Check each line of the entries for "Pahlawan" and report the ones that have it.

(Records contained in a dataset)
* * * * * * *

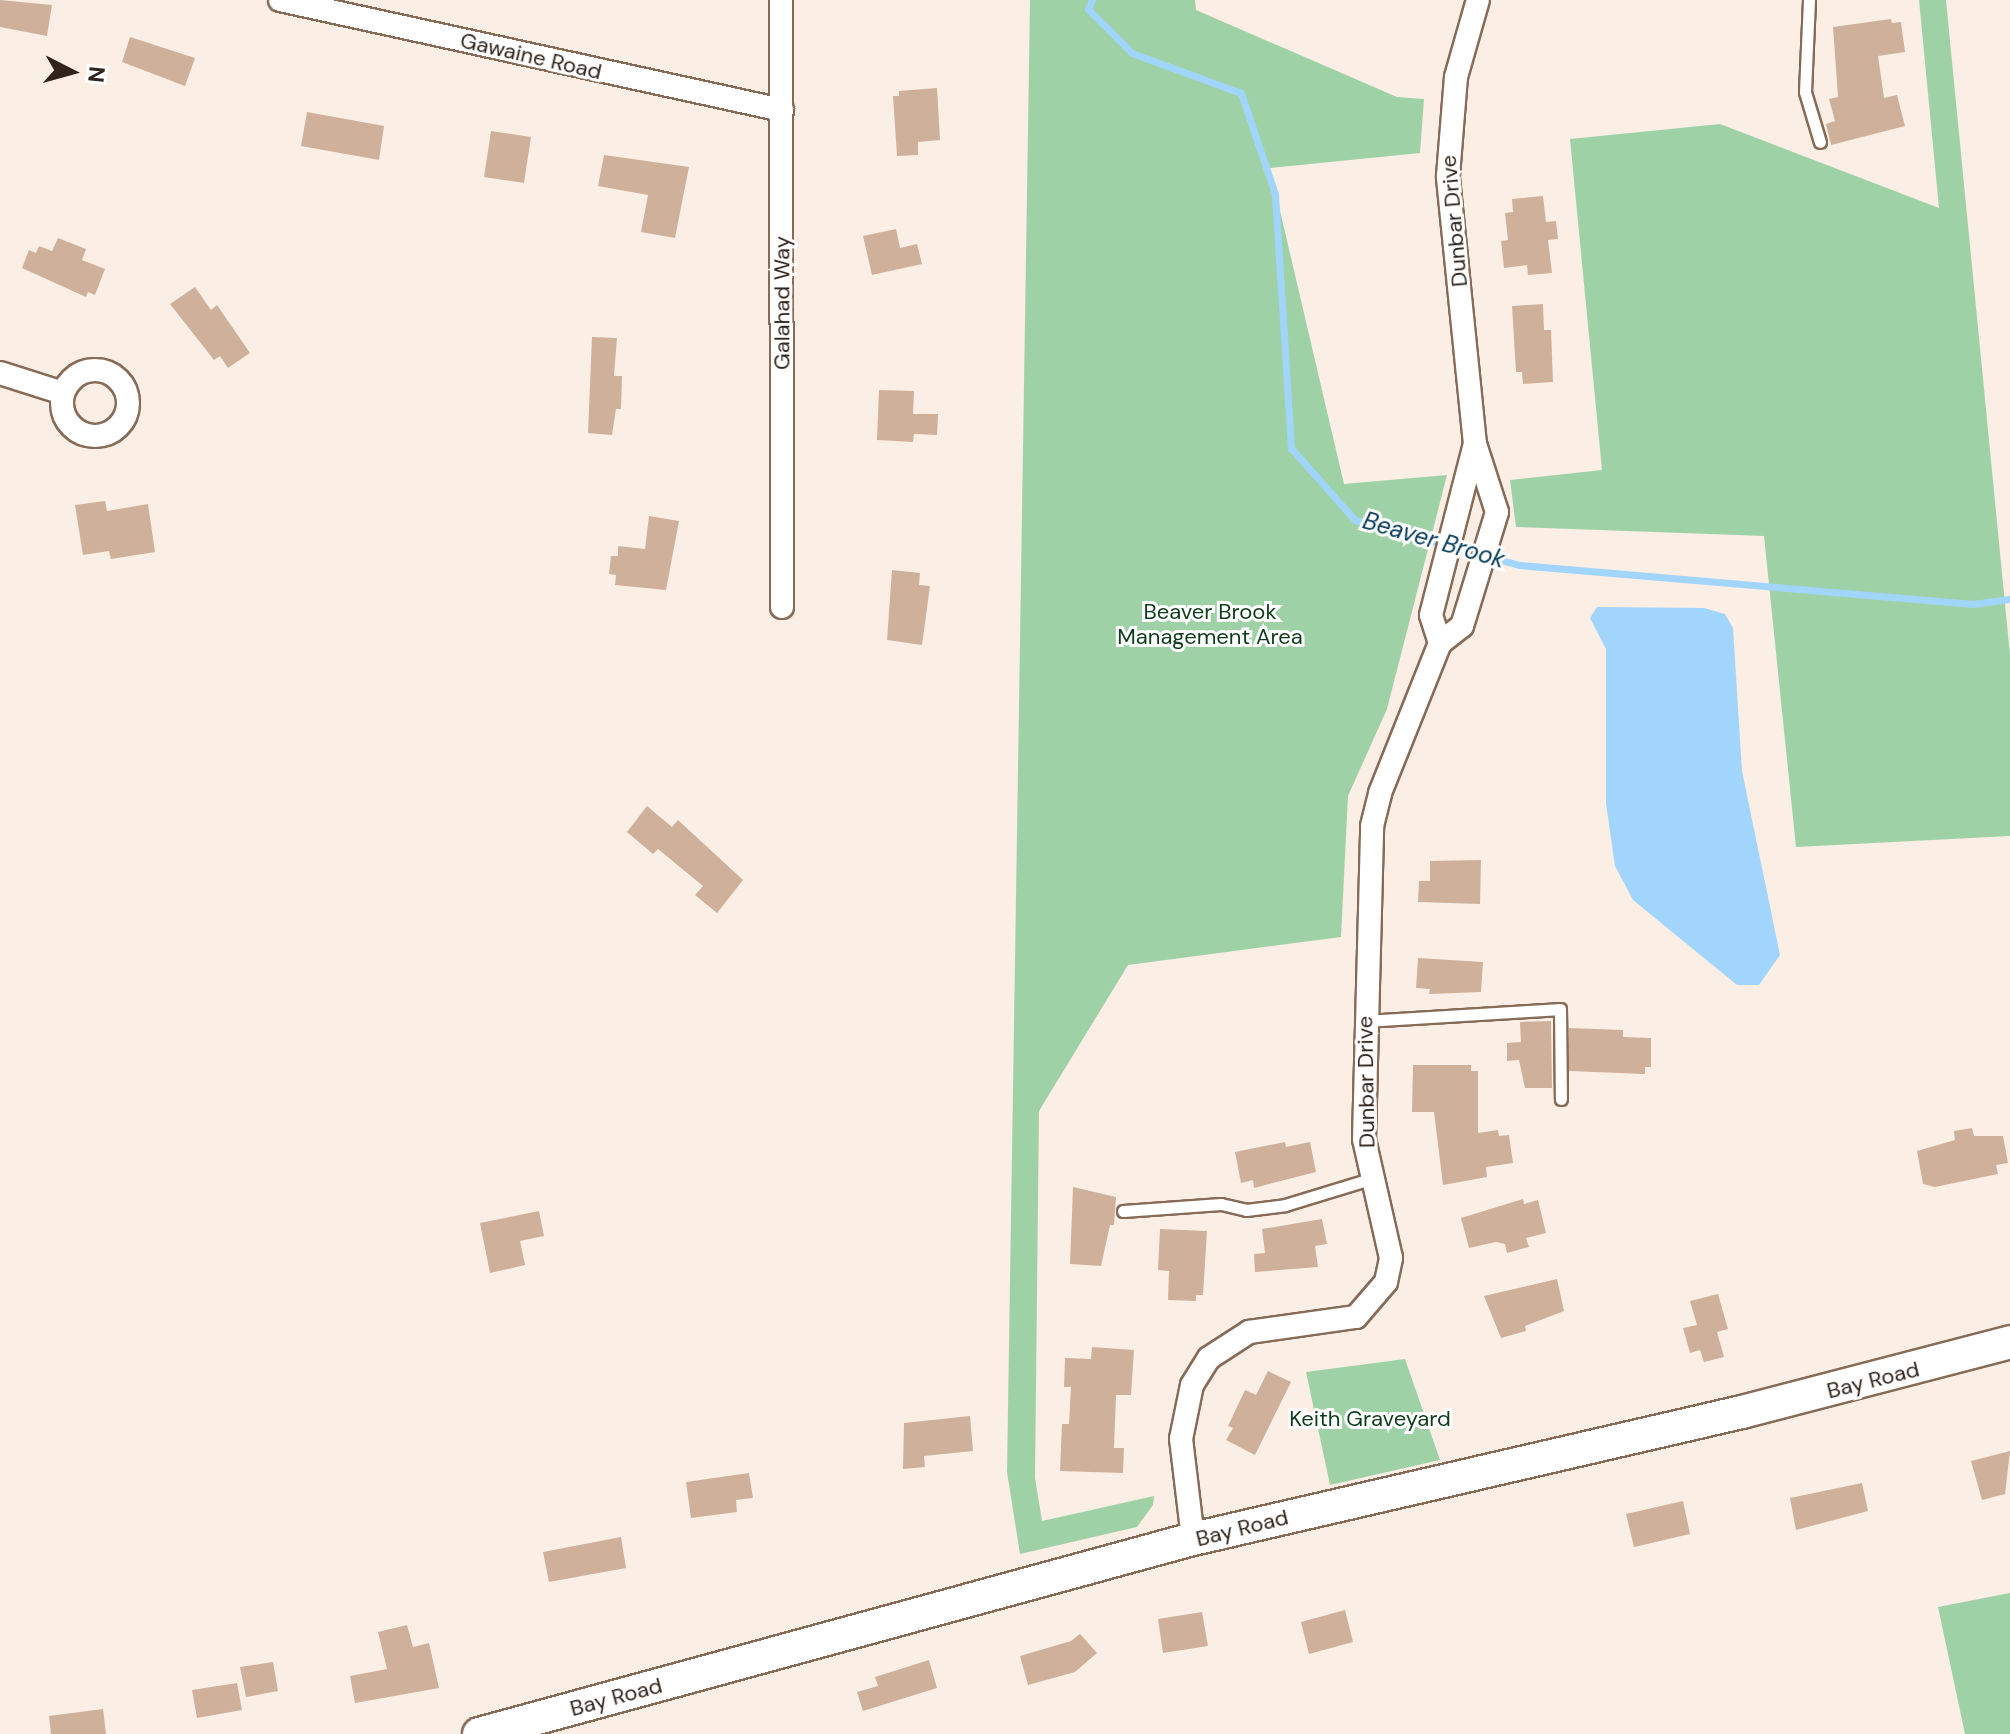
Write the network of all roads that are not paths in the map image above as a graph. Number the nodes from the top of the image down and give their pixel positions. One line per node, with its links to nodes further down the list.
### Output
1 (280, 0): 5 (street, Gawaine Road)
2 (781, 0): 5 (street, Galahad Way)
3 (1478, 0): 9 (street, Dunbar Drive)
4 (1809, 0): 6 (lane)
5 (782, 110): 10 (street, Galahad Way)
6 (1820, 142)
7 (0, 373): 8 (street)
8 (63, 393)
9 (1475, 444): 11 (street, Dunbar Drive); 11 (street, Dunbar Drive)
10 (782, 607)
11 (1440, 643): 12 (street, Dunbar Drive)
12 (1365, 1021): 13 (lane); 14 (street, Dunbar Drive)
13 (1561, 1099)
14 (1370, 1179): 15 (lane); 17 (street, Dunbar Drive)
15 (1123, 1211)
16 (2010, 1342): 17 (main road, Bay Road)
17 (1193, 1539): 18 (main road, Bay Road)
18 (479, 1734)

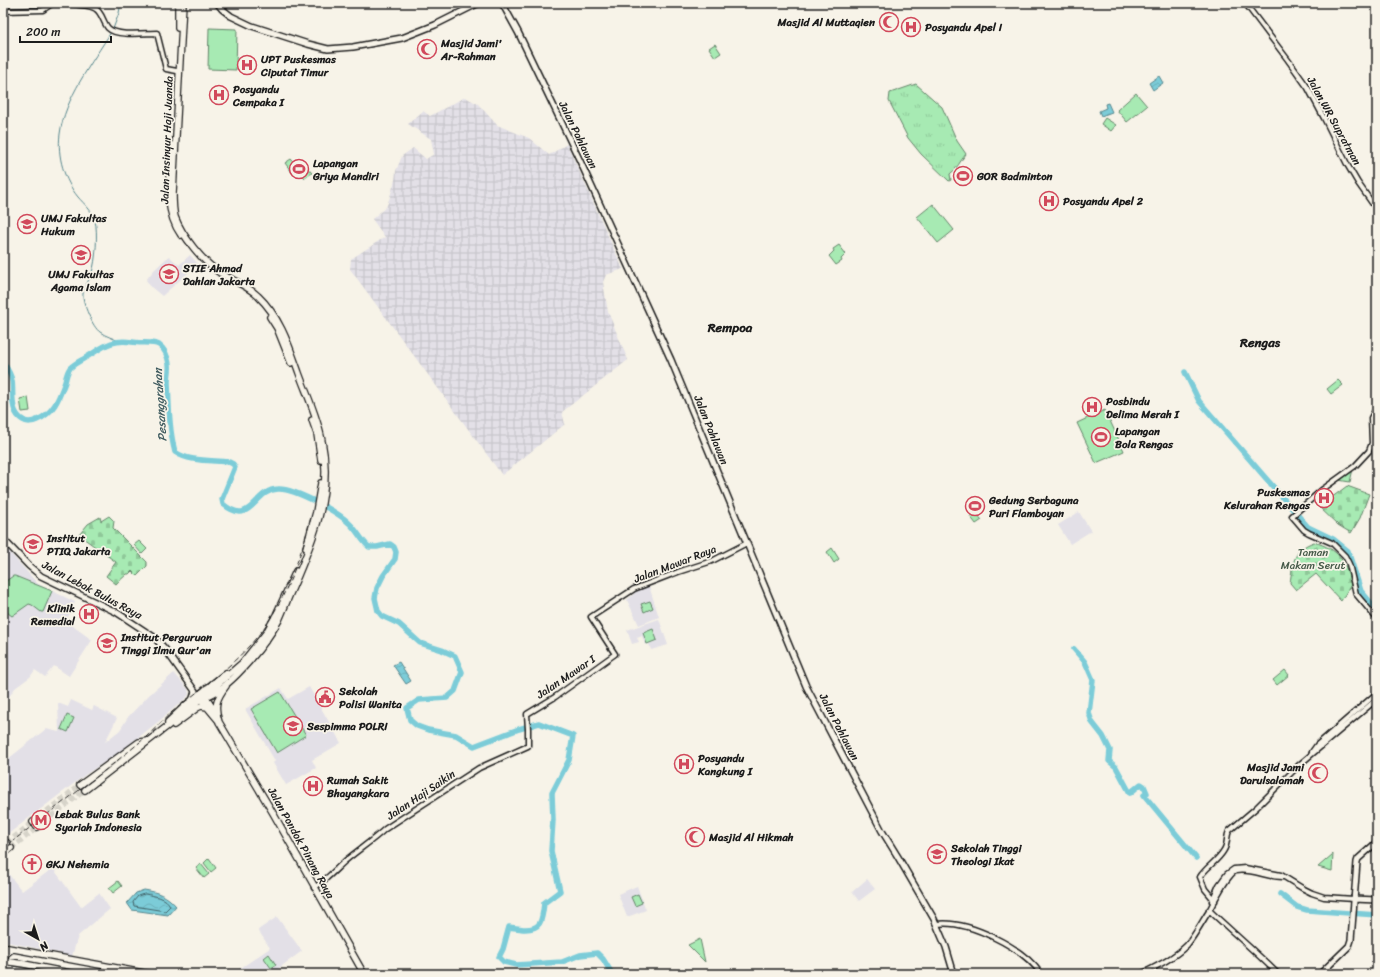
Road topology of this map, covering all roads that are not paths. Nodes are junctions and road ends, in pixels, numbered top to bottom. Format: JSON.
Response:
{"nodes":[{"id":1,"x":53,"y":3,"type":"edge"},
{"id":2,"x":69,"y":3,"type":"edge"},
{"id":3,"x":178,"y":3,"type":"edge"},
{"id":4,"x":183,"y":3,"type":"edge"},
{"id":5,"x":217,"y":3,"type":"edge"},
{"id":6,"x":480,"y":3,"type":"edge"},
{"id":7,"x":502,"y":3,"type":"edge"},
{"id":8,"x":1245,"y":3,"type":"edge"},
{"id":9,"x":3,"y":11,"type":"edge"},
{"id":10,"x":177,"y":71,"type":"junction"},
{"id":11,"x":1377,"y":210,"type":"edge"},
{"id":12,"x":1377,"y":407,"type":"edge"},
{"id":13,"x":321,"y":497,"type":"junction"},
{"id":14,"x":318,"y":513,"type":"junction"},
{"id":15,"x":3,"y":539,"type":"edge"},
{"id":16,"x":747,"y":543,"type":"junction"},
{"id":17,"x":1377,"y":619,"type":"edge"},
{"id":18,"x":615,"y":654,"type":"joint"},
{"id":19,"x":186,"y":678,"type":"junction"},
{"id":20,"x":231,"y":680,"type":"junction"},
{"id":21,"x":209,"y":689,"type":"junction"},
{"id":22,"x":1377,"y":693,"type":"edge"},
{"id":23,"x":198,"y":696,"type":"junction"},
{"id":24,"x":1377,"y":699,"type":"edge"},
{"id":25,"x":207,"y":707,"type":"junction"},
{"id":26,"x":216,"y":713,"type":"junction"},
{"id":27,"x":527,"y":714,"type":"joint"},
{"id":28,"x":219,"y":722,"type":"junction"},
{"id":29,"x":156,"y":735,"type":"junction"},
{"id":30,"x":148,"y":741,"type":"junction"},
{"id":31,"x":1311,"y":755,"type":"junction"},
{"id":32,"x":80,"y":785,"type":"tunnel mouth"},
{"id":33,"x":85,"y":790,"type":"tunnel mouth"},
{"id":34,"x":1377,"y":842,"type":"edge"},
{"id":35,"x":7,"y":846,"type":"tunnel mouth"},
{"id":36,"x":3,"y":854,"type":"edge"},
{"id":37,"x":314,"y":888,"type":"junction"},
{"id":38,"x":1354,"y":899,"type":"junction"},
{"id":39,"x":1365,"y":899,"type":"junction"},
{"id":40,"x":1214,"y":900,"type":"junction"},
{"id":41,"x":1377,"y":900,"type":"edge"},
{"id":42,"x":1354,"y":908,"type":"junction"},
{"id":43,"x":1210,"y":909,"type":"junction"},
{"id":44,"x":937,"y":924,"type":"junction"},
{"id":45,"x":3,"y":947,"type":"edge"},
{"id":46,"x":12,"y":949,"type":"junction"},
{"id":47,"x":3,"y":961,"type":"edge"},
{"id":48,"x":3,"y":967,"type":"edge"},
{"id":49,"x":3,"y":970,"type":"edge"},
{"id":50,"x":4,"y":974,"type":"edge"},
{"id":51,"x":37,"y":974,"type":"edge"},
{"id":52,"x":75,"y":974,"type":"edge"},
{"id":53,"x":149,"y":974,"type":"edge"},
{"id":54,"x":364,"y":974,"type":"edge"},
{"id":55,"x":954,"y":974,"type":"edge"},
{"id":56,"x":1041,"y":974,"type":"edge"},
{"id":57,"x":1141,"y":974,"type":"edge"},
{"id":58,"x":1278,"y":974,"type":"edge"},
{"id":59,"x":1320,"y":974,"type":"edge"}],
"edges":[{"from":1,"to":9,"type":"street"},
{"from":2,"to":10,"type":"street"},
{"from":3,"to":10,"type":"highway","name":"Jalan Insinyur Haji Juanda"},
{"from":4,"to":13,"type":"highway","name":"Jalan Insinyur Haji Juanda"},
{"from":5,"to":6,"type":"main road"},
{"from":7,"to":16,"type":"main road","name":"Jalan Pahlawan"},
{"from":8,"to":11,"type":"street","name":"Jalan WR Supratman"},
{"from":10,"to":13,"type":"highway","name":"Jalan Insinyur Haji Juanda"},
{"from":12,"to":17,"type":"street"},
{"from":13,"to":14,"type":"highway","name":"Jalan Insinyur Haji Juanda"},
{"from":14,"to":20,"type":"highway","name":"Jalan Insinyur Haji Juanda"},
{"from":14,"to":21,"type":"highway","name":"Jalan Insinyur Haji Juanda"},
{"from":15,"to":19,"type":"main road","name":"Jalan Lebak Bulus Raya"},
{"from":16,"to":18,"type":"street","name":"Jalan Mawar Raya"},
{"from":16,"to":44,"type":"main road","name":"Jalan Pahlawan"},
{"from":18,"to":27,"type":"street","name":"Jalan Mawar I"},
{"from":19,"to":23,"type":"main road","name":"Jalan Lebak Bulus Raya"},
{"from":19,"to":23,"type":"main road","name":"Jalan Lebak Bulus Raya"},
{"from":20,"to":21,"type":"highway"},
{"from":20,"to":26,"type":"highway"},
{"from":21,"to":23,"type":"highway","name":"Jalan Insinyur Haji Juanda"},
{"from":22,"to":31,"type":"street"},
{"from":23,"to":25,"type":"highway","name":"Jalan Pondok Pinang Raya"},
{"from":23,"to":26,"type":"highway","name":"Jalan Pondok Pinang Raya"},
{"from":23,"to":29,"type":"highway","name":"Jalan Insinyur Haji Juanda"},
{"from":24,"to":31,"type":"street"},
{"from":25,"to":28,"type":"highway","name":"Jalan Pondok Pinang Raya"},
{"from":25,"to":29,"type":"highway"},
{"from":26,"to":28,"type":"highway","name":"Jalan Pondok Pinang Raya"},
{"from":27,"to":37,"type":"street","name":"Jalan Haji Saikin"},
{"from":28,"to":37,"type":"highway","name":"Jalan Pondok Pinang Raya"},
{"from":29,"to":30,"type":"highway"},
{"from":30,"to":32,"type":"highway"},
{"from":30,"to":33,"type":"highway"},
{"from":31,"to":40,"type":"street"},
{"from":34,"to":38,"type":"main road"},
{"from":35,"to":36,"type":"highway"},
{"from":37,"to":54,"type":"highway","name":"Jalan Pondok Pinang Raya"},
{"from":38,"to":39,"type":"main road"},
{"from":38,"to":40,"type":"street"},
{"from":38,"to":42,"type":"main road"},
{"from":39,"to":41,"type":"main road"},
{"from":39,"to":42,"type":"main road"},
{"from":40,"to":43,"type":"street"},
{"from":42,"to":59,"type":"main road"},
{"from":43,"to":57,"type":"street"},
{"from":43,"to":58,"type":"street"},
{"from":44,"to":55,"type":"main road","name":"Jalan Pahlawan"},
{"from":44,"to":56,"type":"street"},
{"from":45,"to":46,"type":"highway"},
{"from":46,"to":47,"type":"highway"},
{"from":46,"to":53,"type":"highway"},
{"from":47,"to":52,"type":"highway","bridge":true},
{"from":48,"to":51,"type":"highway"},
{"from":49,"to":50,"type":"highway"}]}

* * * * * * *

Written reply:
{"from":7,"to":16,"type":"main road","name":"Jalan Pahlawan"},
{"from":16,"to":44,"type":"main road","name":"Jalan Pahlawan"},
{"from":44,"to":55,"type":"main road","name":"Jalan Pahlawan"},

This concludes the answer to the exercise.